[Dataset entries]
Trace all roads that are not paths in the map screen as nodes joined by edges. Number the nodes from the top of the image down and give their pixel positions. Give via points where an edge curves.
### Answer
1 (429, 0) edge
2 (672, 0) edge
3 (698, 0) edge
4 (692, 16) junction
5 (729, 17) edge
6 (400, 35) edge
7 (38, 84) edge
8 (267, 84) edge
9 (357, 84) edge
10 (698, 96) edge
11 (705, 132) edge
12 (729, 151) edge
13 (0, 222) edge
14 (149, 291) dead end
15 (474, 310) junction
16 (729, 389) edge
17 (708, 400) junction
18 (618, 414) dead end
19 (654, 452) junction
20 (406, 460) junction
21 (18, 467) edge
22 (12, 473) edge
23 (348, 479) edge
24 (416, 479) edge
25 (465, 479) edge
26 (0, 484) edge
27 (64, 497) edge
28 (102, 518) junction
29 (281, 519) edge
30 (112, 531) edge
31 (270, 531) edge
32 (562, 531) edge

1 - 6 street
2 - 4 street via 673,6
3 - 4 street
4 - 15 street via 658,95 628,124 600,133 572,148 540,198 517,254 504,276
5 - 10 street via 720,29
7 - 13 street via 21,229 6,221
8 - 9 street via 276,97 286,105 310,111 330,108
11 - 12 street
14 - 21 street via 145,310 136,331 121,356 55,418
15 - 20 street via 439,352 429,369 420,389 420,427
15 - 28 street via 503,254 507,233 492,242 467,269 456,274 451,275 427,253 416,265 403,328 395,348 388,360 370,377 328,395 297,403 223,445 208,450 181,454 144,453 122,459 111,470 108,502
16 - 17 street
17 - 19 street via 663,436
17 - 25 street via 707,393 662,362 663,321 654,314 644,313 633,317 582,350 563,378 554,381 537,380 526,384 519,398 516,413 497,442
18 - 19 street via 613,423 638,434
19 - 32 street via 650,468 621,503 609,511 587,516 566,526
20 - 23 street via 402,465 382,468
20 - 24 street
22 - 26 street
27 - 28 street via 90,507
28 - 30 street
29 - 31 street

(TASK ITEM):
Look through the entries above. Copy each line in which the string "dead" occurs.

(ANSWER TO THIS PROBLEM):
14 (149, 291) dead end
18 (618, 414) dead end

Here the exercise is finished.